TASK PROMPT
Up to and including the line that contains "Trace all roads", reproduce every line exactly, beginning with the first line below.

DATA UNDER STUDY
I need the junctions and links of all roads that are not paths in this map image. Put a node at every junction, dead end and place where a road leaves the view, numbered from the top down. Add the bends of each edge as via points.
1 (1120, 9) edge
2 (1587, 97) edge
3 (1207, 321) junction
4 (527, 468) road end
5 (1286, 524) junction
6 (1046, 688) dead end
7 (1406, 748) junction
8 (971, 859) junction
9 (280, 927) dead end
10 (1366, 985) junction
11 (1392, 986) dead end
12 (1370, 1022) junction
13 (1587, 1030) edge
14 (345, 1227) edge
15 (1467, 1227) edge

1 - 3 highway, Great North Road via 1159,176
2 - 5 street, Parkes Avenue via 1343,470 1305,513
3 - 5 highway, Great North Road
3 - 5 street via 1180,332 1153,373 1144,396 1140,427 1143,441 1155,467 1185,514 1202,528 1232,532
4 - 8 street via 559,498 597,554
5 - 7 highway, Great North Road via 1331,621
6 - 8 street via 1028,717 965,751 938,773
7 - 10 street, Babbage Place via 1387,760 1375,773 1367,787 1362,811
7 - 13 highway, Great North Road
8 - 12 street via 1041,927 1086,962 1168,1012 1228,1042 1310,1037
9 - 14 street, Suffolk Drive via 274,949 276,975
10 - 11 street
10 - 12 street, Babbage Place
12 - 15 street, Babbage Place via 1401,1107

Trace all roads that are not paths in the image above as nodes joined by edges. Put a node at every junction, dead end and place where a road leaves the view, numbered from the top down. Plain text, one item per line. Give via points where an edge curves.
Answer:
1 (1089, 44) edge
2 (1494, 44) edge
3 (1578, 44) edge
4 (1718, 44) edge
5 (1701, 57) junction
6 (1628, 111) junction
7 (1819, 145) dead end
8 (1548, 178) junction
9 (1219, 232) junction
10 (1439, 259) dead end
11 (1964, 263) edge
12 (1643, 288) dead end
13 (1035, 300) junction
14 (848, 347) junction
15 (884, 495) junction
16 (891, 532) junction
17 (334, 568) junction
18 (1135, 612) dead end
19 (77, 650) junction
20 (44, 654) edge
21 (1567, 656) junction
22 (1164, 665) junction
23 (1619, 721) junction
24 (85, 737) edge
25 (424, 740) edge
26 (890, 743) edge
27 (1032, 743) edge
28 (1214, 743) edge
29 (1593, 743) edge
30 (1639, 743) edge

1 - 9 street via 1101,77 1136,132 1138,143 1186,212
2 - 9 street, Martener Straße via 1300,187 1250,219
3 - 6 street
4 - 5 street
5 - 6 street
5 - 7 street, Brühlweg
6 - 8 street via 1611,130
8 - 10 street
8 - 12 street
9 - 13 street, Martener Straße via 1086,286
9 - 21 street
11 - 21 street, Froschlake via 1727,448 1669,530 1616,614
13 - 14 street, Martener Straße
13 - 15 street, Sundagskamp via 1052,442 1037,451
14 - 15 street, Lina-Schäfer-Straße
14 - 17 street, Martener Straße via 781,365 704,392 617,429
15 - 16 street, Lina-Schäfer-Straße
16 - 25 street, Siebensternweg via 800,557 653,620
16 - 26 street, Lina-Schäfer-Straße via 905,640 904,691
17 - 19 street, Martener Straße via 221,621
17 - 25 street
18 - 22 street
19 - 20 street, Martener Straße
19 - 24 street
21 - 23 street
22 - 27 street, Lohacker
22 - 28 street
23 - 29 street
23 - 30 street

RESPONSE TO THIS TASK
I need the junctions and links of all roads that are not paths in this map image. Put a node at every junction, dead end and place where a road leaves the view, numbered from the top down. Add the bends of each edge as via points.
1 (1120, 9) edge
2 (1587, 97) edge
3 (1207, 321) junction
4 (527, 468) road end
5 (1286, 524) junction
6 (1046, 688) dead end
7 (1406, 748) junction
8 (971, 859) junction
9 (280, 927) dead end
10 (1366, 985) junction
11 (1392, 986) dead end
12 (1370, 1022) junction
13 (1587, 1030) edge
14 (345, 1227) edge
15 (1467, 1227) edge

1 - 3 highway, Great North Road via 1159,176
2 - 5 street, Parkes Avenue via 1343,470 1305,513
3 - 5 highway, Great North Road
3 - 5 street via 1180,332 1153,373 1144,396 1140,427 1143,441 1155,467 1185,514 1202,528 1232,532
4 - 8 street via 559,498 597,554
5 - 7 highway, Great North Road via 1331,621
6 - 8 street via 1028,717 965,751 938,773
7 - 10 street, Babbage Place via 1387,760 1375,773 1367,787 1362,811
7 - 13 highway, Great North Road
8 - 12 street via 1041,927 1086,962 1168,1012 1228,1042 1310,1037
9 - 14 street, Suffolk Drive via 274,949 276,975
10 - 11 street
10 - 12 street, Babbage Place
12 - 15 street, Babbage Place via 1401,1107

Trace all roads that are not paths in the image above as nodes joined by edges. Put a node at every junction, dead end and place where a road leaves the view, numbered from the top down. Plain text, one item per line. Give via points where an edge curves.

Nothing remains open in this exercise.